▶ _Problem to work on_
Of all the lines in the material, tally those containing the string "paths", and report nothing but the total.

▶ _Material for this exercise_
-- Opening Marker --
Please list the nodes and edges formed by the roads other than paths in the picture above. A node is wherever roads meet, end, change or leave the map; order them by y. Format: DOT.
-- Closing Marker --
-- Opening Marker --
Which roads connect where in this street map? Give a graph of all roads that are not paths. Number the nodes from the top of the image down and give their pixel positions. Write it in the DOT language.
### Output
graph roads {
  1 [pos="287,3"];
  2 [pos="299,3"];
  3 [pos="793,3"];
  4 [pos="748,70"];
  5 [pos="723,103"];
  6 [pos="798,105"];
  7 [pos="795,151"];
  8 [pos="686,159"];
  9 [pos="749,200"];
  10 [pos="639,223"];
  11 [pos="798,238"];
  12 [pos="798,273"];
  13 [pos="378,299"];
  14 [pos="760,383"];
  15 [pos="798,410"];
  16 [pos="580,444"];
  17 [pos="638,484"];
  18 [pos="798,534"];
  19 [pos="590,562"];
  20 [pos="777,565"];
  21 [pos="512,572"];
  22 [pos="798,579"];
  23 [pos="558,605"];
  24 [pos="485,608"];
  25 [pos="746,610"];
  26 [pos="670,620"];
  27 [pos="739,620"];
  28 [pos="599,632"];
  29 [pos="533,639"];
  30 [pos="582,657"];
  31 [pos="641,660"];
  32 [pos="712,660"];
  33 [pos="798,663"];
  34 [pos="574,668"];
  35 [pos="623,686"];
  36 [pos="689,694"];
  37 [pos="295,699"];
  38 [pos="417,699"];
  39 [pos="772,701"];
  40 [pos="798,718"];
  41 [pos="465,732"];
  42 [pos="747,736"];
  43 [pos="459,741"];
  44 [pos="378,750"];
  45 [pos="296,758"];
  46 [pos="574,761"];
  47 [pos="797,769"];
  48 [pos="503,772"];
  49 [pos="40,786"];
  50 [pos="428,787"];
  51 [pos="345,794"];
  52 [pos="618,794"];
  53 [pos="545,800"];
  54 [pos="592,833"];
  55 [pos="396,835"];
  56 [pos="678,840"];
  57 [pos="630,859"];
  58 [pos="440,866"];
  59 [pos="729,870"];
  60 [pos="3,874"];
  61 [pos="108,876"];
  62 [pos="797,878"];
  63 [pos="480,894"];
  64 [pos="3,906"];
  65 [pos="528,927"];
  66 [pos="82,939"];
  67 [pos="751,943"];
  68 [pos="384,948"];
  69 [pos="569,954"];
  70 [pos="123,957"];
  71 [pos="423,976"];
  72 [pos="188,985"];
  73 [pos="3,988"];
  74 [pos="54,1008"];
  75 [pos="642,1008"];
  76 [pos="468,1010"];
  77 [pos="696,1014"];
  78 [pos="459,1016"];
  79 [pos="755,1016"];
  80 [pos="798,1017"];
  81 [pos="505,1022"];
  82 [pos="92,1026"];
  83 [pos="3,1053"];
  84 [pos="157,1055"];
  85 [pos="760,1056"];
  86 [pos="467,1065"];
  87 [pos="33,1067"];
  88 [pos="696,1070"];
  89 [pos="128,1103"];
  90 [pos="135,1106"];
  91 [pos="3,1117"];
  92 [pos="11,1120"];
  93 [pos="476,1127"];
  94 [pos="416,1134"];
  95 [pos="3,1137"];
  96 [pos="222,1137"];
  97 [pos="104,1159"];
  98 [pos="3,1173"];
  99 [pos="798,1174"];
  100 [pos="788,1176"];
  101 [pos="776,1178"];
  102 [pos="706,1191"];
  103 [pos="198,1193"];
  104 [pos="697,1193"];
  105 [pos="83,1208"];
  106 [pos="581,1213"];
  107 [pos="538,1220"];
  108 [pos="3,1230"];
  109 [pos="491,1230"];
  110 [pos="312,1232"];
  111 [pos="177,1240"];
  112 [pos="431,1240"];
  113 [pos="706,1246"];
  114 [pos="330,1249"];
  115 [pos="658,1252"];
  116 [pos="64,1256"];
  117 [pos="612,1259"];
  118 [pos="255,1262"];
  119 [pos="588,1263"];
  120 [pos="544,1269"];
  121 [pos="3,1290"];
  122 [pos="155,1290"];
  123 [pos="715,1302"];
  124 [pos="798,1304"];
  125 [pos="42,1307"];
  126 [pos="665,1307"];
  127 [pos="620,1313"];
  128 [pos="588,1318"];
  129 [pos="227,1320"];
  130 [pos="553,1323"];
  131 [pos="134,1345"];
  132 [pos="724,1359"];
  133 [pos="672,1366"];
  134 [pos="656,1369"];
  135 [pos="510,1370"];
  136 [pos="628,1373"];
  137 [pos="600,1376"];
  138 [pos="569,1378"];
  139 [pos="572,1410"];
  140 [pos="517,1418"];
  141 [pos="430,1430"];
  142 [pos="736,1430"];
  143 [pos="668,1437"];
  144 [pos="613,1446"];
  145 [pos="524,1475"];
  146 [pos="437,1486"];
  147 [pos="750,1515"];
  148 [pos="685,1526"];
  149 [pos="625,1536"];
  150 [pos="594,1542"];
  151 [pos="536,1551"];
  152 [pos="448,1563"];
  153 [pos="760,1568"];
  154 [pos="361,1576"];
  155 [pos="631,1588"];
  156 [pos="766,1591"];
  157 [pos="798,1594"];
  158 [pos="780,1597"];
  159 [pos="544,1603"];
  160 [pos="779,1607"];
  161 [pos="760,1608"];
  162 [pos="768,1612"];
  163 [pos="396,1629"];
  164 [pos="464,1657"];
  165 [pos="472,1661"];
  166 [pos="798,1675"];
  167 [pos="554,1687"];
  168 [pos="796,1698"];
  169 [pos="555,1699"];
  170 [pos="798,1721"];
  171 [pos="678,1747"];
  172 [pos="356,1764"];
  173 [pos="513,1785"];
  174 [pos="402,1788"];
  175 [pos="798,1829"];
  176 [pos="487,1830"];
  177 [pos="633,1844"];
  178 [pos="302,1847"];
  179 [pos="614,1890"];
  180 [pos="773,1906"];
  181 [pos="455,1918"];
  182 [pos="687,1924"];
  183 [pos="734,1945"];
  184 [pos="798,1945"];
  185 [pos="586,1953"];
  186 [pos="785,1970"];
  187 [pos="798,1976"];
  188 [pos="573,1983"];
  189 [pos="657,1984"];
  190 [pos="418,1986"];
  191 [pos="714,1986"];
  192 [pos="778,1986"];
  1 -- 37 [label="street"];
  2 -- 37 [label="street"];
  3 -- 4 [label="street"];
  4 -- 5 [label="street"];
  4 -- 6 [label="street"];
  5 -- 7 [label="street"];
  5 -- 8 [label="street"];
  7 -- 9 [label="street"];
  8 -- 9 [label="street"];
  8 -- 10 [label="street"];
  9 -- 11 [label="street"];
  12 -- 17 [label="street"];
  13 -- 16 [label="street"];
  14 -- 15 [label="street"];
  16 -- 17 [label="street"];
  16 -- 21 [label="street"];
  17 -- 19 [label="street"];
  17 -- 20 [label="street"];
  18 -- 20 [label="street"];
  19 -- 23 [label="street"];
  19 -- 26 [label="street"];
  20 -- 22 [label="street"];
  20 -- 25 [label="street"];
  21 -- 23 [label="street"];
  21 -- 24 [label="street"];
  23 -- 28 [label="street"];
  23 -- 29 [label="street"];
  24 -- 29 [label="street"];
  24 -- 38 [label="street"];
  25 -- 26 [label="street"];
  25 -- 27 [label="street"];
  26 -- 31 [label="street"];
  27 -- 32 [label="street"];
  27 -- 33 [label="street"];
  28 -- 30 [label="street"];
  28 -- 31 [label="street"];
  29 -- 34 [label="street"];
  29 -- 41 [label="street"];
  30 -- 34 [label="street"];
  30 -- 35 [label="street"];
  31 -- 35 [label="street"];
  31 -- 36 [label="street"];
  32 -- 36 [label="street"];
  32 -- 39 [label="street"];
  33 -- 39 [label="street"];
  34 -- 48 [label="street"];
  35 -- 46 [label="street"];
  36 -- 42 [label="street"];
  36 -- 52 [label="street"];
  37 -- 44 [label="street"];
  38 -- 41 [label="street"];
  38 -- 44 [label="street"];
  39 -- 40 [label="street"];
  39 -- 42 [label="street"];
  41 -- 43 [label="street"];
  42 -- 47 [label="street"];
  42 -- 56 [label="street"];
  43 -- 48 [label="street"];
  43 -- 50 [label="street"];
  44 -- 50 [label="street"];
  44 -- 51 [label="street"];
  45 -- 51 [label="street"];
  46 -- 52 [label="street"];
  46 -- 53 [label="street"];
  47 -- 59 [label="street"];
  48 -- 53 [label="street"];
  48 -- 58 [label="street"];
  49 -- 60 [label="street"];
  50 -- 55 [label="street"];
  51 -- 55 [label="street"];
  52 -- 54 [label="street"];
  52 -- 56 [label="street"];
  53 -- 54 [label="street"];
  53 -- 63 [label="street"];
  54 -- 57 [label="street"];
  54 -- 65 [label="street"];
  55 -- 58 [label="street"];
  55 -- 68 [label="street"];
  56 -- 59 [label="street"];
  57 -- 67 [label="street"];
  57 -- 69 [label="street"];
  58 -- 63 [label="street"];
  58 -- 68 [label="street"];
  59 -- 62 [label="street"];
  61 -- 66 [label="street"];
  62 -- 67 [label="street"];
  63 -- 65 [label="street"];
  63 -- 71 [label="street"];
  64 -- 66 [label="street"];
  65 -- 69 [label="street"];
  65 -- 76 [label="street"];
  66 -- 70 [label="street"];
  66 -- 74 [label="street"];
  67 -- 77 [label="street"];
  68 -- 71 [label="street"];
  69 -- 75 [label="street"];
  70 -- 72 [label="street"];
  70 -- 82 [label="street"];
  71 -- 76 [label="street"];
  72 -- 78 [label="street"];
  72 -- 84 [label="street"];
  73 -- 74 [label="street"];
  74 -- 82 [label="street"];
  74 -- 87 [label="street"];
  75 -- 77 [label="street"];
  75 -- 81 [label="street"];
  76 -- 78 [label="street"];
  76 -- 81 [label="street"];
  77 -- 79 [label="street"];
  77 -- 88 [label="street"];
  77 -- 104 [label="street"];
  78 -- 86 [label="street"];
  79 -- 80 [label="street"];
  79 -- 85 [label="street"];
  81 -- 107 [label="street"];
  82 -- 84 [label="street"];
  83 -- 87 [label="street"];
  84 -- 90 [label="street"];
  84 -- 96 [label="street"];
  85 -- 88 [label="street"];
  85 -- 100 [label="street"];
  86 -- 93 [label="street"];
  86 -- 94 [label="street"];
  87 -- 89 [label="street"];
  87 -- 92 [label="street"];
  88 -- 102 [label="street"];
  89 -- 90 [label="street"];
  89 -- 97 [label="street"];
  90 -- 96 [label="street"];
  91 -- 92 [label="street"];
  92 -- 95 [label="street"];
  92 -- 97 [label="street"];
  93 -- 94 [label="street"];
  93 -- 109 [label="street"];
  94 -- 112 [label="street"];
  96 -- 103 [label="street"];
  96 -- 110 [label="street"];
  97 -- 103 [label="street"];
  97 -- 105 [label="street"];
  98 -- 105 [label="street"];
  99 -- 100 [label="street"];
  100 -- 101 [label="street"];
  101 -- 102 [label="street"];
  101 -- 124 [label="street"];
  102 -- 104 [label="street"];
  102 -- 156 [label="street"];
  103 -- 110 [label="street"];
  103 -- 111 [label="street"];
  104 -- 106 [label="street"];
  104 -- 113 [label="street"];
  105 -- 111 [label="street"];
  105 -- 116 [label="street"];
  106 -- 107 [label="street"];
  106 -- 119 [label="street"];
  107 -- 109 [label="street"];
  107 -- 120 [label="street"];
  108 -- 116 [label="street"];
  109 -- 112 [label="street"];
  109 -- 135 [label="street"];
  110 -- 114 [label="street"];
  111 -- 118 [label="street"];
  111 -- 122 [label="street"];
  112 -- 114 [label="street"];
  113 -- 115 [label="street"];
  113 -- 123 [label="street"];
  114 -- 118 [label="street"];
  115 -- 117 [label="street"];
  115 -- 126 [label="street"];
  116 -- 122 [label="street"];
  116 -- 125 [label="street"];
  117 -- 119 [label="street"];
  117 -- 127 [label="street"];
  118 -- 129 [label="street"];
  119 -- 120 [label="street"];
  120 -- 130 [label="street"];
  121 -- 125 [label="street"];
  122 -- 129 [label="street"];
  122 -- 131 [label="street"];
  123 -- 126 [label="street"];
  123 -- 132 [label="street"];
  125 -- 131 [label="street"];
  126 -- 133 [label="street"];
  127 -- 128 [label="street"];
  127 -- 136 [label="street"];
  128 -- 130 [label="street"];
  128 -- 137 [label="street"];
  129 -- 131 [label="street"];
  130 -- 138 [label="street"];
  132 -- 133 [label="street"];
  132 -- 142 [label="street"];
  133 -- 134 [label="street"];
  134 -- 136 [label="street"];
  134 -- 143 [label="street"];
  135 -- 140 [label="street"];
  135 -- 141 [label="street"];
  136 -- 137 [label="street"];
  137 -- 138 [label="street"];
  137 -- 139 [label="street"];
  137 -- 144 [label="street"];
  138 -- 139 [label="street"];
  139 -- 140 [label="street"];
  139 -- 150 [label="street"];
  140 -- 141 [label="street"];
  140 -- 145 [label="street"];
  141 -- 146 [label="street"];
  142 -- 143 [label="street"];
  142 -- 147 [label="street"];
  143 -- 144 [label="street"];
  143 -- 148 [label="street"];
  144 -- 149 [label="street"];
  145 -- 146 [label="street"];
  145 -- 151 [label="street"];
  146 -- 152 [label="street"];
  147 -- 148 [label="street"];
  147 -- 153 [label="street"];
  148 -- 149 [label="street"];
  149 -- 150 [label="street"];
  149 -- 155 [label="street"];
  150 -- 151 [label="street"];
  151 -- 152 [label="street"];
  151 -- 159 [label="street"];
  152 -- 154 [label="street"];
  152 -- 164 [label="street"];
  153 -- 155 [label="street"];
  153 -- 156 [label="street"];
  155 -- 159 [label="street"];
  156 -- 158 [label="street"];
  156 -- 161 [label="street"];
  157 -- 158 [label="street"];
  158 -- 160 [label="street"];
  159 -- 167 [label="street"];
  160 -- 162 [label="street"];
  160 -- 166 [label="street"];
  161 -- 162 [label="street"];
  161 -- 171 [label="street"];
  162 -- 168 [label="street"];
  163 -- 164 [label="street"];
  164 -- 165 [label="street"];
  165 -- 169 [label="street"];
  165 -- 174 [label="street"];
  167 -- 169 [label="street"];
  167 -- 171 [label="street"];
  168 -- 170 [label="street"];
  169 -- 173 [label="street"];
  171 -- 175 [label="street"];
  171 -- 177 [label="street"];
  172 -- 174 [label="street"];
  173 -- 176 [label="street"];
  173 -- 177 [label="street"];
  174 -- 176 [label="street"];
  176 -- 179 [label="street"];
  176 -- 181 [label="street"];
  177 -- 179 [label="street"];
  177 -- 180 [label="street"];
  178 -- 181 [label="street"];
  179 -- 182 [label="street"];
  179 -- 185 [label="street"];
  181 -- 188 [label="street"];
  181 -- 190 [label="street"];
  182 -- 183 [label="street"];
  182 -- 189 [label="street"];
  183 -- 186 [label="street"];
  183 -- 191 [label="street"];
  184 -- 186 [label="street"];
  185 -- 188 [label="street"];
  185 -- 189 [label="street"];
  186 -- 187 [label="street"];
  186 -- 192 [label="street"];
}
-- Closing Marker --
▶ _Exercise solution_
2